I obtained a BA degree from the University of the South and an MBA from the University of North Carolina. After a 35 year career as a financial analyst on Wall Street, I have retired to a small town on the Eastern Shore of Maryland. During my time on Wall Street, both as an employee of several brokerage firms (e.g., Drexel, Lehman, Paine Webber) and head of my own consulting firm, Investment Analytics, I wrote a number of articles (and/or research papers) relevant to the stock market on both the practical and theoretical sides.
Since retirement, I've continued to write and have now compiled a considerable inventory of "papers," only three of which have been submitted for publication. One of these, "Earnings Expectations and Security Prices," was published in the Financial Analysts Journal and has often been cited by other writers in the field of financial analysis. The other two were conditionally accepted by the Financial Analysts Journal and The Journal of Portfolio Management. I did not pursue publication of them because of personal considerations around the time of their acceptance when all of my energies were devoted to starting my consulting firm.
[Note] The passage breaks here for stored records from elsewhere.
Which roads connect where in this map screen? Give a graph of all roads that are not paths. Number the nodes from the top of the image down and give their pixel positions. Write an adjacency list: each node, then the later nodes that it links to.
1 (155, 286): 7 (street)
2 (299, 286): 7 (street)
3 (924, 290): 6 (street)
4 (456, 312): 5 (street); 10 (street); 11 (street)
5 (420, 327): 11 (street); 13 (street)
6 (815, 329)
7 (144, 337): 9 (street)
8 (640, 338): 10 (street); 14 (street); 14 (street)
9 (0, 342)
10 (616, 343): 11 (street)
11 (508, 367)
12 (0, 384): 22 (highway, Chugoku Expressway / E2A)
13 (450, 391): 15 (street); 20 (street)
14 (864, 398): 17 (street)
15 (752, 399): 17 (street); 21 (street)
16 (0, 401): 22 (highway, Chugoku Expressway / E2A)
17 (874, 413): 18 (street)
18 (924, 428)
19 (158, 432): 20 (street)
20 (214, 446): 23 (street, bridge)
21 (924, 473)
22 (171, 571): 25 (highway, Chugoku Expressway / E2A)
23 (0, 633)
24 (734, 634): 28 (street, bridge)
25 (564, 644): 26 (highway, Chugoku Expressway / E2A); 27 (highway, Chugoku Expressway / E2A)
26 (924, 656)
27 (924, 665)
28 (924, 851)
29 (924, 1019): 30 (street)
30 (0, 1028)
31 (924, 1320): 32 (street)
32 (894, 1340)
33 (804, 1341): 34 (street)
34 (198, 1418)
Lately, however, I have had time to do a great deal of writing and the opportunity to enhance my existing group of papers. I feel now is an appropriate time to place them in a website under the sweeping banner Science versus Reality on the New York Stock Exchange, which is the overriding theme of this research.

It is hoped the site will put a new perspective on several of the issues surrounding Modern Portfolio Theory, the Efficient Market Hypothesis and the Capital Asset Pricing Model. At the same time the site provides some empirical research in defense of quantitative stock selection strategies.

A key objective of this website is to shore up behavioral finance by giving as many practical examples as possible to show that John Maynard Keynes (not to mention the father of security analysis, Benjamin Graham) were as right about what drives the stock market in their assessments made years ago as they are today. And if those two were correct, then Modern Capital Market Theory is mistaken about many things.